A Willing Heart is More Valuable than an Educated Mind

willing heart

While studying the life of David with my husband this week in preparation for Bible study class, we found ourselves reading about the anointment of David by God; particularly how and why David was chosen. In 1 Samuel chapter 16 we find that King Saul has lost favor with God. He has rebelled against the Lord and God has set into motion the removal and replacement of Saul. God sent the prophet, Samuel, to Bethlehem to see a man named Jesse, who was the grandson of Boaz and Ruth (Ruth 4:17, 22.) From Jesse’s sons God would anoint the future King of Israel.

We don’t know if Jesse knew that Samuel was coming. I can only imagine what would be going on in his mind if he did. Was he in turmoil over which child to present? Did he have a clear favorite? Was he concerned about how his children would represent him? I would be a nervous wreck. Wouldn’t you be?

When Samuel arrives at Jesse’s home he is immediately met with Jesse’s oldest son, Eliab. Eliab was a tall, handsome man. The best of Jesse’s crop so to speak. Samuel himself believes immediately that he is standing in the presence of the future king, but God says otherwise.

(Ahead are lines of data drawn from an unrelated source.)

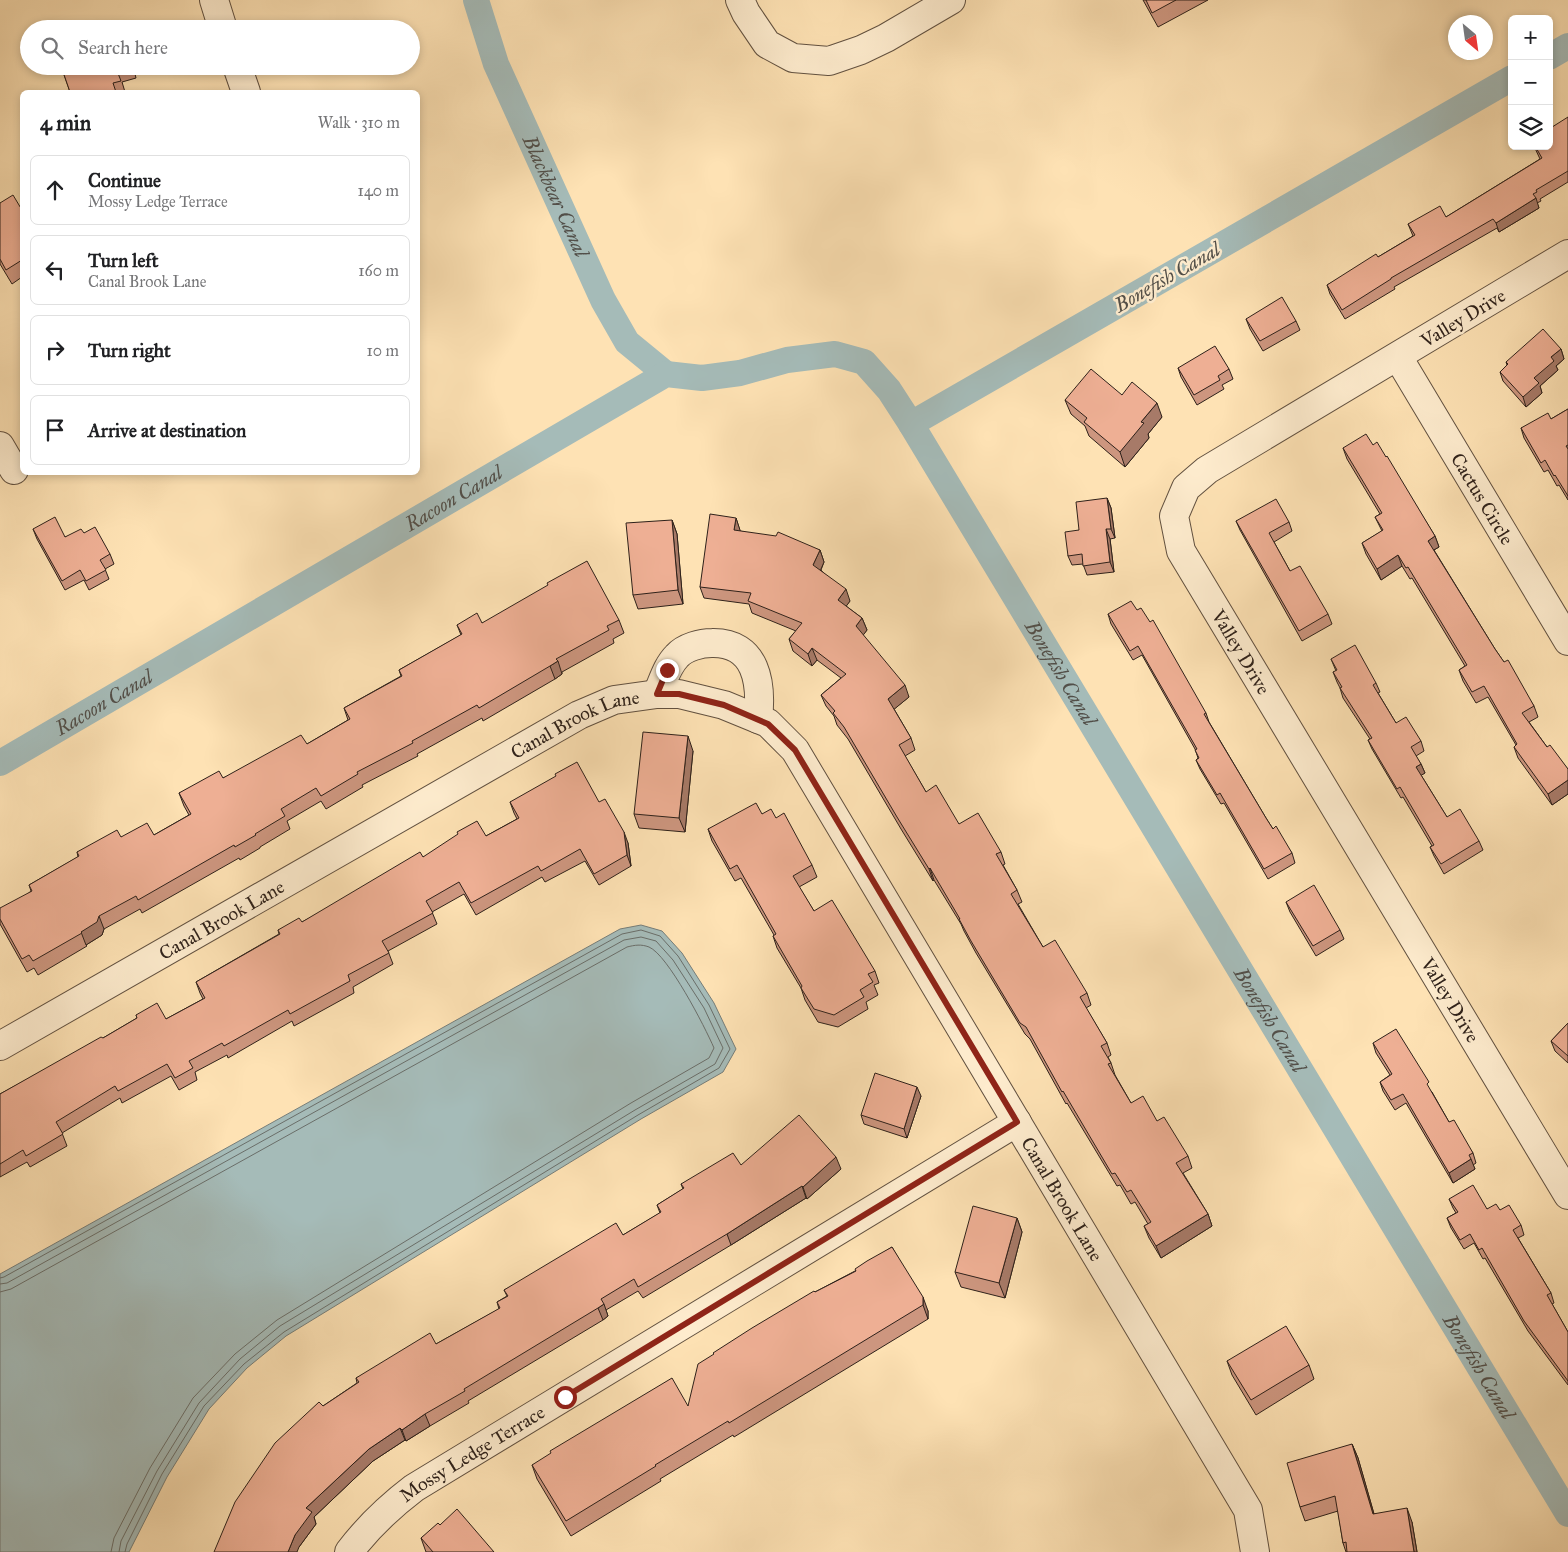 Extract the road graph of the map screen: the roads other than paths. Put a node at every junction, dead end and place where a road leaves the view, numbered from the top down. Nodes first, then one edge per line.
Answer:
1 (214, 0) edge
2 (740, 0) edge
3 (951, 0) edge
4 (221, 20) edge
5 (240, 75) edge
6 (245, 90) edge
7 (1568, 254) edge
8 (1398, 357) junction
9 (0, 446) edge
10 (12, 472) edge
11 (1568, 641) edge
12 (657, 694) junction
13 (758, 719) junction
14 (0, 1046) edge
15 (1017, 1122) junction
16 (1560, 1162) edge
17 (1568, 1195) edge
18 (1259, 1550) edge
19 (349, 1552) edge

1 - 4 street
2 - 3 street
5 - 6 street
7 - 8 street, Valley Drive
8 - 11 street, Cactus Circle
8 - 16 street, Valley Drive
9 - 10 street
12 - 13 street, Canal Brook Lane
12 - 13 street
12 - 14 street, Canal Brook Lane
13 - 15 street, Canal Brook Lane
15 - 18 street, Canal Brook Lane
15 - 19 street, Mossy Ledge Terrace
16 - 17 street, Valley Drive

But the Lord said to Samuel, “Do not look on his appearance or on the height of his stature, because I have rejected him. For the Lord sees not as man sees: man looks on the outward appearance, but the Lord looks on the heart.”

Jesse presents each of his six oldest boys to Samuel. Each is rejected by God. Jesse has one son left but he is only a boy. He is working in the fields, tending sheep. Samuel sends for him. His is the heart God wants.

11 Then Samuel said to Jesse, “Are all your sons here?” And he said, “There remains yet the youngest, but behold, he is keeping the sheep.” And Samuel said to Jesse, “Send and get him, for we will not sit down till he comes here.” 12 And he sent and brought him in. Now he was ruddy and had beautiful eyes and was handsome. And the Lord said, “Arise, anoint him, for this is he.” 13 Then Samuel took the horn of oil and anointed him in the midst of his brothers. And the Spirit of the Lord rushed upon David from that day forward. And Samuel rose up and went to Ramah.

Do you see what happened here?Jesse brought forth the child he thought the highest of. The one he felt was the most qualified to be King of Israel. He based that on the things he knew of his son. His height was of importance, as I am sure was his education, strength, and appearance. He was judged on his outward appearance, as we all are. God said no to his first choice. God continued to say no to all of the sons Jesse felt were fit for this role. Did you notice that Jesse hadn’t even bothered to have David home and cleaned up for this meeting? He didn’t even consider him as a possible candidate. The Bible tells us that David was handsome, but small and rugged. He was only a boy. It was probably laughable that he would be considered for such an important position as King. But God didn’t laugh. 

God did not care about his stature or appearance or even his age. He wasn’t worried about how polished or educated this boys was. God only wanted his willing heart. David trusted God daily. We learn in later verses that David had fought off both a bear and a lion while tending sheep. God protected him because he believed that He would. David was faithful, fearless and in complete submission to God. That’s what God was after; a man, regardless of stature, who had a heart for Him.

When we are teaching our children we see their differences. We know their weaknesses and their strengths. We know who’s more likely to have a career in math or science and which one will be more artistic or free spirited. We know our children on a very deep level but we cannot know them the way that God knows them. This is why His plan for them is so much greater than ours ever could be. We sometimes stifle our children’s future by putting our own limitations on them.

That child you have who struggles to read or learn may be weighing your soul down today. You may be banging your head against a wall and hitting your knees on a daily basis for him to understand. You may be questioning how you’re going to get him prepared for adulthood. We all want our children to be successful but it’s not always so black and white. Sometimes the best way to prepare them is to give them to Jesus. Every day.

Jesus can prepare our children for their future in a way that we cannot even fathom. He already knows their struggles. He knows the sins of their hearts. He knows where they will fail and where they will soar. He’s designed a plan for them to soar! He tells us this in Jeremiah 29…

11 For I know the plans I have for you, declares the Lord, plans for welfare[a]and not for evil, to give you a future and a hope. 12 Then you will call upon me and come and pray to me, and I will hear you. 13 You will seek me and find me, when you seek me with all your heart. 

Stop worrying about your children. Teach them to have a heart that is submissive to God. This will take him farther than algebra ever could. Yes, it is our job to educate our kids and to give them as much as we possibly can to prepare them for their lives but let us not forget what God wants from them. He wants a willing heart. He wants a heart who will obey, trust and believe. If we can give our children that they will go on to live out the greatest of God’s plans for their life. There is nothing more valuable to a mother than seeing their child succeed!

Our children are called for great things in this world. Our God does not call the qualified, our gracious God qualifies the called.